In between, his committee narrated the story of the first president in history to resist the peaceful transfer of power with a clarity and focus that had otherwise been lacking. Its final report isn't expected until after next month's elections, but already the panel has given coherence to a saga that mostly had been told in disjointed news reports. And with subpoena power that reporters lack, and testimony taken under oath, it has greatly added to what we know.

If you doubt the committee's contribution, just imagine if Republicans had gotten their way and the panel hadn't been created.

The horrors of Jan. 6, 2021, were fading from memory. Republicans sought to either airbrush the trauma or rebrand the mob scene as "a normal tourist visit" and insurrectionists as "patriots." A little more than a week ago, at a rally in Nevada, Trump boasted of the size of the crowd that day, and said his supporters "were there largely to protest a corrupt and rigged and stolen election."

Prosecuting criminality is the Justice Department's job, a frustratingly secretive and time-consuming one for Americans awaiting closure, and accountability for Trump.
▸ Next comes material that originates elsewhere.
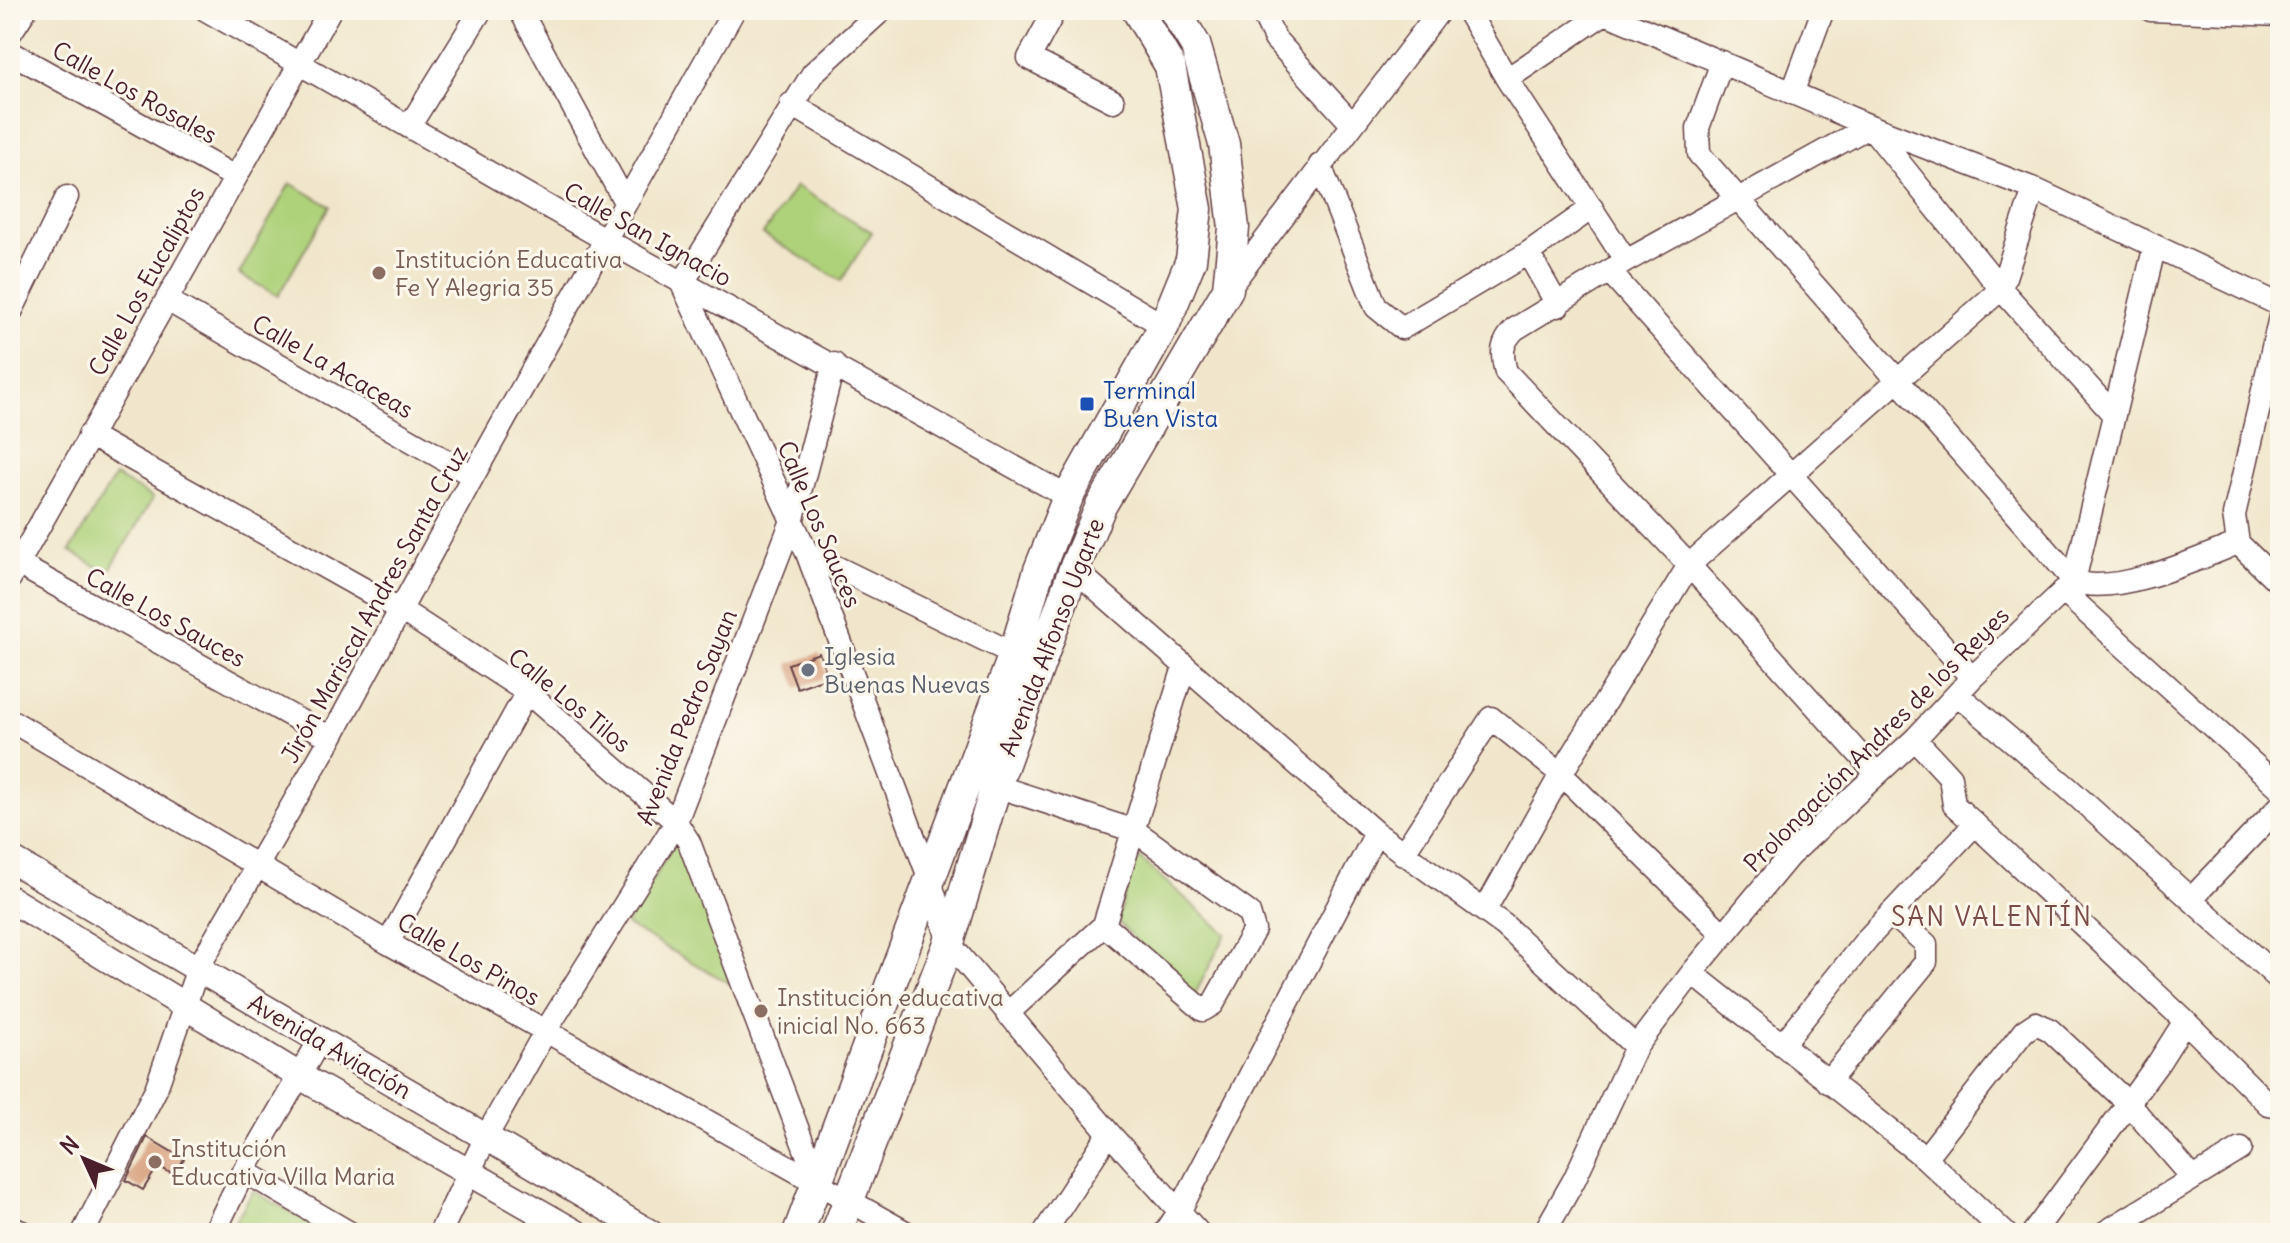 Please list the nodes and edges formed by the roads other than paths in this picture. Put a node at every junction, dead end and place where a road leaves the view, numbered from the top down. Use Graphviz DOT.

The great benefit of the House committee has been to debunk his Big Lie(s) with real evidence, whether it points to crimes or simply abuse of office, and to do so quickly, even memorably.

We've watched never-before-seen video of the rioters, read text messages and emails to and from those in the defeated president's circle. We now have loads of compelling sworn testimony, almost exclusively from Republicans who worked in the administration or on Trump's campaign.

It all goes toward proving an unprecedented assault on democracy and the rule of law: Trump planned months before the 2020 election to claim victory. He knew he lost, yet pressed claims of fraud that his advisors and scores of courts rejected. He pressured officials in seven states to overturn their election results for Joe Biden, and schemed to send fake Trump slates to the electoral college and Congress. He demanded that Vice President Mike Pence prevent Congress' certification of the election on Jan. 6, 2021.

Finally, in what Thompson called Trump's "last stand," he drew his followers to Washington and, knowing some were armed, urged them to march on the Capitol. Then he watched the mayhem on television for three hours, doing nothing even as the mob hunted down the two people next in line for the presidency, Pence and Pelosi.

We knew something of this before the hearings started, but it took the House committee to connect the dots: Jan. 6 was not a one-day event, but a months-long web of conspiracy spun by the president, aided by far too many co-conspirators.

The voters now have the facts in time for the midterm elections, yet they may give Trump's party control of Congress anyway. For all of the committee's contribution to history, its work has not budged our calcified politics.

A Monmouth University poll released in August, well into the committee's hearings, found that 40% of Americans still have a favorable view of Trump, owing largely to his support from 8 of 10 Republicans. Those figures are virtually unchanged from the 2020 election. The poll had 73% of Democrats in favor of charging Trump with crimes related to the insurrection, but 66% of Republicans opposed.

Further proof of the committee's short-term political inconsequence: Most of the Republican candidates for Congress and key statewide offices still deny or question the legitimacy of Biden's election. Many are favored to be elected, while most of the few Republicans who condemned Trump have already lost their seats.

That includes, of course, the House committee's defiant Republican vice chair, Rep. Liz Cheney. As she said at the first hearing, addressing those in her party who lack her courage: "There will come a day when Donald Trump is gone. But your dishonor will remain."

And that's another fact for which we can thank the Jan. 6 committee.